In a nutshell, I have a couple of people in my dept that want to use nslookup and I am in the process of rebuilding the dns servers and upgrade them. 

When someone trys an nslookup this is what they get...


```
*** Can't find server name for address 10.97.4.21: Server failed
*** Can't find server name for address 10.97.4.22: Server failed
*** Default servers are not available
Server:  UnKnown
Address:  10.97.4.21

Name:    google.com
Addresses:  209.85.225.147, 209.85.225.99, 209.85.225.103, 209.85.225.104
	  209.85.225.105, 209.85.225.106
```

I am at a bit of a loss...

Any thoughts?

Thanks


----------



## Alt (Jan 11, 2010)

Have you correct reverse for 10.97.4.21?


----------



## DutchDaemon (Jan 11, 2010)

This looks like a typical MS error. I think MS products complain when nameservers do not have correct PTR records, and even invalidate nameservers that don't resolve. From the looks of it, this is not a fatal error, because resolving does appear to take place. If you can manage to make the IP addresses 10.97.4.21 and 10.97.4.22 resolve to a hostname (and the other way around) these warnings will probably disappear.


----------



## artcurmudgeon (Jan 11, 2010)

it turns out that the reverse for .21 and .22 were both wrong.

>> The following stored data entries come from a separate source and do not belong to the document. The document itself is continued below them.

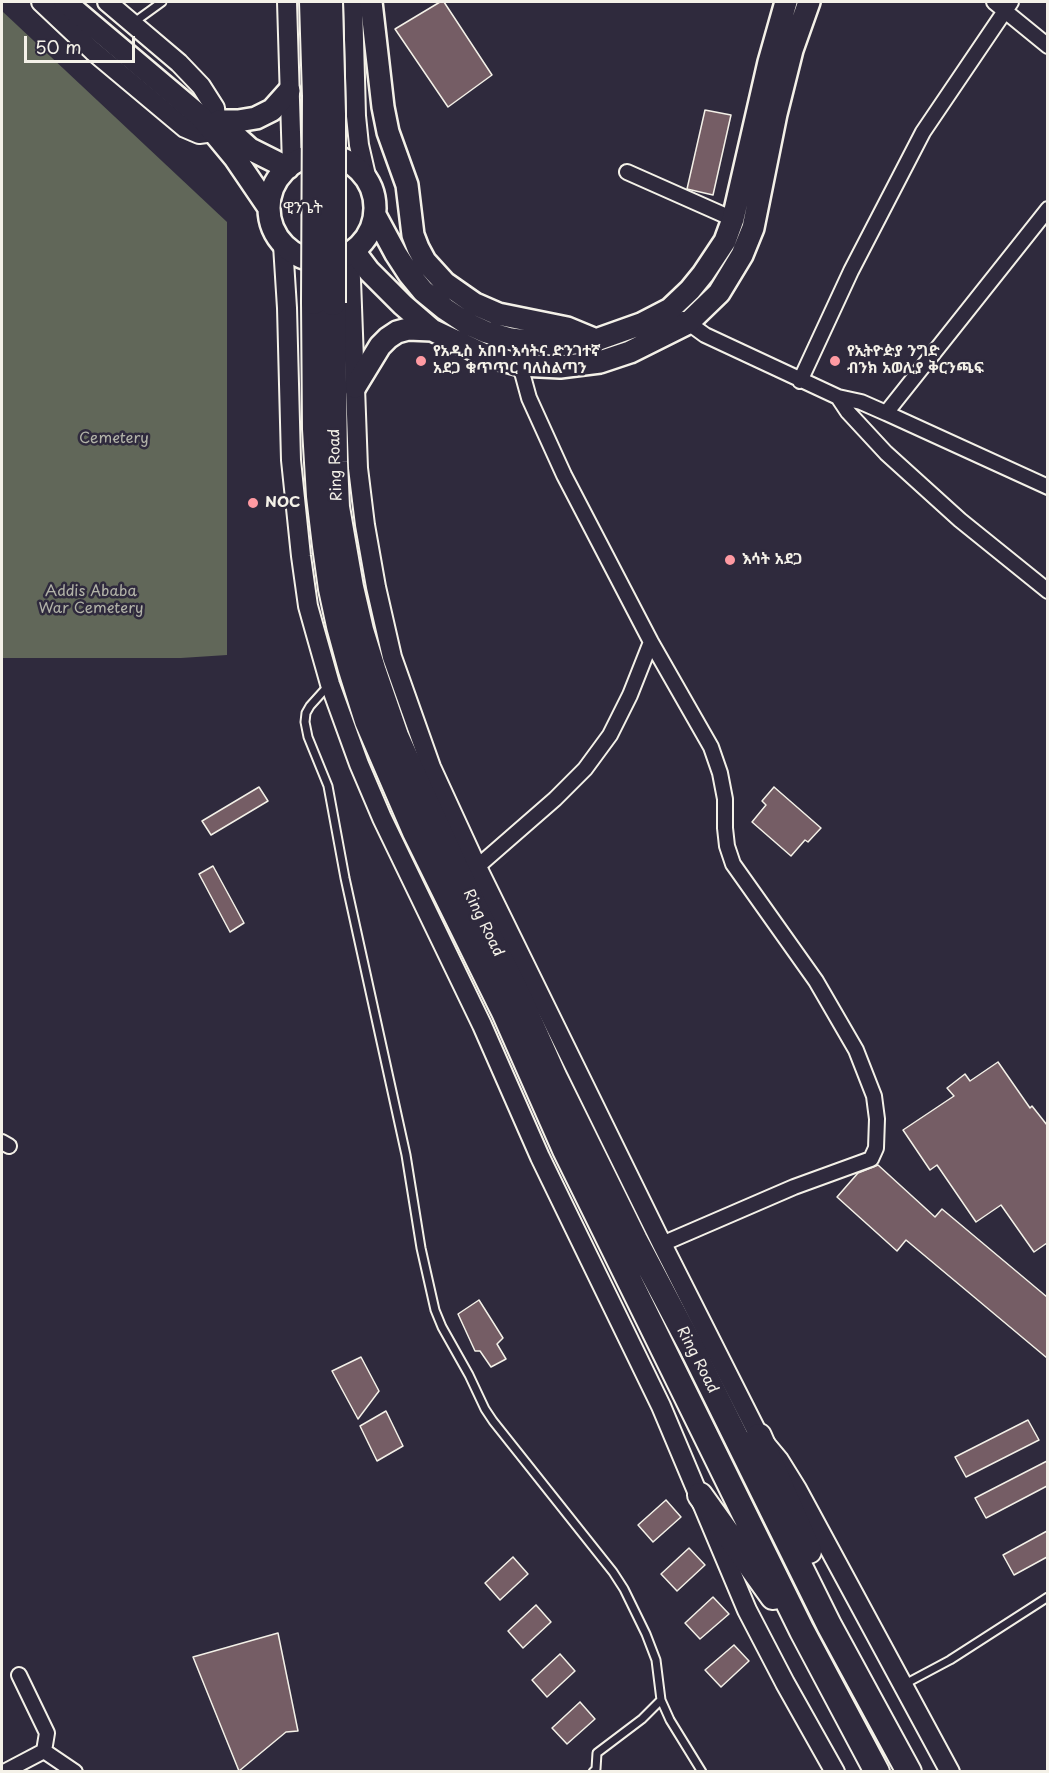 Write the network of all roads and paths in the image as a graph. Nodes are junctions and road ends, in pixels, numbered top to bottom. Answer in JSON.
{"nodes":[{"id":1,"x":40,"y":2,"type":"edge"},
{"id":2,"x":65,"y":2,"type":"edge"},
{"id":3,"x":80,"y":2,"type":"edge"},
{"id":4,"x":107,"y":2,"type":"edge"},
{"id":5,"x":162,"y":2,"type":"edge"},
{"id":6,"x":287,"y":2,"type":"edge"},
{"id":7,"x":312,"y":2,"type":"edge"},
{"id":8,"x":330,"y":2,"type":"edge"},
{"id":9,"x":353,"y":2,"type":"edge"},
{"id":10,"x":371,"y":2,"type":"edge"},
{"id":11,"x":786,"y":2,"type":"edge"},
{"id":12,"x":809,"y":2,"type":"edge"},
{"id":13,"x":1003,"y":4,"type":"edge"},
{"id":14,"x":132,"y":23,"type":"junction"},
{"id":15,"x":1047,"y":46,"type":"edge"},
{"id":16,"x":289,"y":90,"type":"junction"},
{"id":17,"x":216,"y":124,"type":"junction"},
{"id":18,"x":290,"y":166,"type":"junction"},
{"id":19,"x":627,"y":172,"type":"dead end"},
{"id":20,"x":367,"y":180,"type":"junction"},
{"id":21,"x":269,"y":208,"type":"junction"},
{"id":22,"x":1047,"y":209,"type":"edge"},
{"id":23,"x":375,"y":215,"type":"junction"},
{"id":24,"x":733,"y":219,"type":"junction"},
{"id":25,"x":283,"y":245,"type":"junction"},
{"id":26,"x":352,"y":252,"type":"junction"},
{"id":27,"x":670,"y":309,"type":"junction"},
{"id":28,"x":688,"y":322,"type":"junction"},
{"id":29,"x":432,"y":330,"type":"junction"},
{"id":30,"x":596,"y":340,"type":"junction"},
{"id":31,"x":520,"y":365,"type":"junction"},
{"id":32,"x":800,"y":381,"type":"junction"},
{"id":33,"x":355,"y":387,"type":"junction"},
{"id":34,"x":838,"y":397,"type":"junction"},
{"id":35,"x":886,"y":413,"type":"junction"},
{"id":36,"x":1047,"y":487,"type":"edge"},
{"id":37,"x":1047,"y":591,"type":"edge"},
{"id":38,"x":651,"y":642,"type":"junction"},
{"id":39,"x":330,"y":684,"type":"junction"},
{"id":40,"x":477,"y":867,"type":"junction"},
{"id":41,"x":663,"y":1244,"type":"junction"},
{"id":42,"x":759,"y":1436,"type":"junction"},
{"id":43,"x":700,"y":1495,"type":"junction"},
{"id":44,"x":1047,"y":1597,"type":"edge"},
{"id":45,"x":829,"y":1625,"type":"junction"},
{"id":46,"x":802,"y":1631,"type":"junction"},
{"id":47,"x":19,"y":1675,"type":"dead end"},
{"id":48,"x":903,"y":1685,"type":"junction"},
{"id":49,"x":661,"y":1700,"type":"junction"},
{"id":50,"x":44,"y":1751,"type":"junction"},
{"id":51,"x":4,"y":1772,"type":"edge"},
{"id":52,"x":75,"y":1772,"type":"edge"},
{"id":53,"x":593,"y":1772,"type":"edge"},
{"id":54,"x":702,"y":1772,"type":"edge"},
{"id":55,"x":836,"y":1772,"type":"edge"},
{"id":56,"x":877,"y":1772,"type":"edge"},
{"id":57,"x":909,"y":1772,"type":"edge"},
{"id":58,"x":950,"y":1772,"type":"edge"}],
"edges":[{"from":1,"to":17,"type":"main road"},
{"from":2,"to":17,"type":"main road"},
{"from":3,"to":17,"type":"main road"},
{"from":4,"to":14,"type":"main road"},
{"from":5,"to":14,"type":"lane"},
{"from":6,"to":16,"type":"main road"},
{"from":7,"to":46,"type":"highway","name":"Ring Road","bridge":true},
{"from":8,"to":45,"type":"highway","name":"Ring Road","bridge":true},
{"from":9,"to":20,"type":"main road"},
{"from":10,"to":30,"type":"main road"},
{"from":11,"to":24,"type":"main road"},
{"from":12,"to":28,"type":"main road"},
{"from":13,"to":15,"type":"street"},
{"from":13,"to":32,"type":"street"},
{"from":14,"to":17,"type":"main road"},
{"from":16,"to":17,"type":"main road"},
{"from":16,"to":18,"type":"main road"},
{"from":17,"to":18,"type":"main road"},
{"from":17,"to":21,"type":"main road"},
{"from":18,"to":20,"type":"main road"},
{"from":18,"to":21,"type":"main road"},
{"from":19,"to":24,"type":"street"},
{"from":20,"to":23,"type":"main road"},
{"from":21,"to":25,"type":"main road"},
{"from":22,"to":35,"type":"street"},
{"from":23,"to":26,"type":"main road"},
{"from":23,"to":30,"type":"main road"},
{"from":24,"to":27,"type":"main road"},
{"from":25,"to":26,"type":"main road"},
{"from":25,"to":39,"type":"main road"},
{"from":26,"to":29,"type":"main road"},
{"from":26,"to":33,"type":"main road"},
{"from":27,"to":28,"type":"street"},
{"from":27,"to":30,"type":"main road"},
{"from":28,"to":31,"type":"main road"},
{"from":28,"to":32,"type":"street"},
{"from":29,"to":31,"type":"main road"},
{"from":29,"to":33,"type":"main road"},
{"from":31,"to":38,"type":"street"},
{"from":32,"to":34,"type":"street"},
{"from":33,"to":40,"type":"main road"},
{"from":34,"to":35,"type":"street"},
{"from":34,"to":37,"type":"street"},
{"from":35,"to":36,"type":"street"},
{"from":38,"to":40,"type":"street"},
{"from":38,"to":41,"type":"street"},
{"from":39,"to":43,"type":"main road"},
{"from":39,"to":49,"type":"lane"},
{"from":40,"to":41,"type":"main road"},
{"from":41,"to":42,"type":"main road"},
{"from":42,"to":45,"type":"highway"},
{"from":42,"to":48,"type":"main road"},
{"from":43,"to":46,"type":"highway"},
{"from":43,"to":55,"type":"main road"},
{"from":44,"to":48,"type":"lane"},
{"from":45,"to":57,"type":"highway","name":"Ring Road"},
{"from":46,"to":56,"type":"highway","name":"Ring Road"},
{"from":47,"to":50,"type":"street"},
{"from":48,"to":58,"type":"main road"},
{"from":49,"to":53,"type":"lane"},
{"from":49,"to":54,"type":"lane"},
{"from":50,"to":51,"type":"street"},
{"from":50,"to":52,"type":"street"}]}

I inherited this setup from the previous sysadmin who was promoted, the old dns server has a setup listed in it from about a year ago when they converted ip schemes and when to a ms dhcp server(before anyone kills me this is school and there are some ms products they need).

I found a reference in the reverse list that pointed to the old numbering scheme, once corrected and brought up to date, it works correctly.

thanks again to all


----------



## J65nko (Jan 11, 2010)

From Bernsteins mumblings about *nslookup* in http://cr.yp.to/djbdns/nslookup.html


> What exactly is nslookup doing wrong? Three things:
> 
> 
> Before doing what you tell it to do, nslookup tries a PTR query on the server's IP address, so that it can tell you the server's name, as if this information were more useful than the name or IP address that you gave nslookup in the first place.
> ...


----------



## DutchDaemon (Jan 11, 2010)

True. Which is why nslookup is deprecated and tools like host and dig are preferred. Not sure which options MS has.


----------